**Aim of the task:** Extract the lines that carry the string "Rooyen" from the listing.
# # # # #
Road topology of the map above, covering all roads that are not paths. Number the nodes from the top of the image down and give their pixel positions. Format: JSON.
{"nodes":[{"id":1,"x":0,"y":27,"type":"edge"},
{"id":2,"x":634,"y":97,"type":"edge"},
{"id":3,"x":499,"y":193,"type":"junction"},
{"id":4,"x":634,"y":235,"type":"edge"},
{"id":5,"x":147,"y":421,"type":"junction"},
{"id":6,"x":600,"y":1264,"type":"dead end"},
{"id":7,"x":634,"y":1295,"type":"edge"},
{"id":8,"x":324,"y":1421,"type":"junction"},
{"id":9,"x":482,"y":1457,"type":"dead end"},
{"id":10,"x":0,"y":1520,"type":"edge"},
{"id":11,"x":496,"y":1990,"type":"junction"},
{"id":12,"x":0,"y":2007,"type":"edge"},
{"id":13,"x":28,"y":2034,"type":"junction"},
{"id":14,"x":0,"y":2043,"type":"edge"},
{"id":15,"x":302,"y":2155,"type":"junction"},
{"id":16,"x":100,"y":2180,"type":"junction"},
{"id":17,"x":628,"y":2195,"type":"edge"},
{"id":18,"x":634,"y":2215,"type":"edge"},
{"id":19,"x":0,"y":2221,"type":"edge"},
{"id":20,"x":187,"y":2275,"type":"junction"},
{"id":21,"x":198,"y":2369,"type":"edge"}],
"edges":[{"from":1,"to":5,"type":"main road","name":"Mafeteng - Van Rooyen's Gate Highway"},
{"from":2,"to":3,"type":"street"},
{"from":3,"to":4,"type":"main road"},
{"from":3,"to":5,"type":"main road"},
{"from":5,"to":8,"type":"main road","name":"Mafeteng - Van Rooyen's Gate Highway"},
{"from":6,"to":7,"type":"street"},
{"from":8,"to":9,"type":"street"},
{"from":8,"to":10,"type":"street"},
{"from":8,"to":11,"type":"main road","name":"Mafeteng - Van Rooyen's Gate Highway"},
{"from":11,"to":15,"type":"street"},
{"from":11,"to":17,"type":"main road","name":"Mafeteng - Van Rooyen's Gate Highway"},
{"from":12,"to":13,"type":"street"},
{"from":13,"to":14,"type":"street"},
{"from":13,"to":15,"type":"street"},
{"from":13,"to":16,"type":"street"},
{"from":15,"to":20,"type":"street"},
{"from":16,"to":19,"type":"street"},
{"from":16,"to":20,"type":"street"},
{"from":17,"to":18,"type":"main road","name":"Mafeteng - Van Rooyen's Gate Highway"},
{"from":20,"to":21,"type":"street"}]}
# # # # #
**Problem solution:**
"edges":[{"from":1,"to":5,"type":"main road","name":"Mafeteng - Van Rooyen's Gate Highway"},
{"from":5,"to":8,"type":"main road","name":"Mafeteng - Van Rooyen's Gate Highway"},
{"from":8,"to":11,"type":"main road","name":"Mafeteng - Van Rooyen's Gate Highway"},
{"from":11,"to":17,"type":"main road","name":"Mafeteng - Van Rooyen's Gate Highway"},
{"from":17,"to":18,"type":"main road","name":"Mafeteng - Van Rooyen's Gate Highway"},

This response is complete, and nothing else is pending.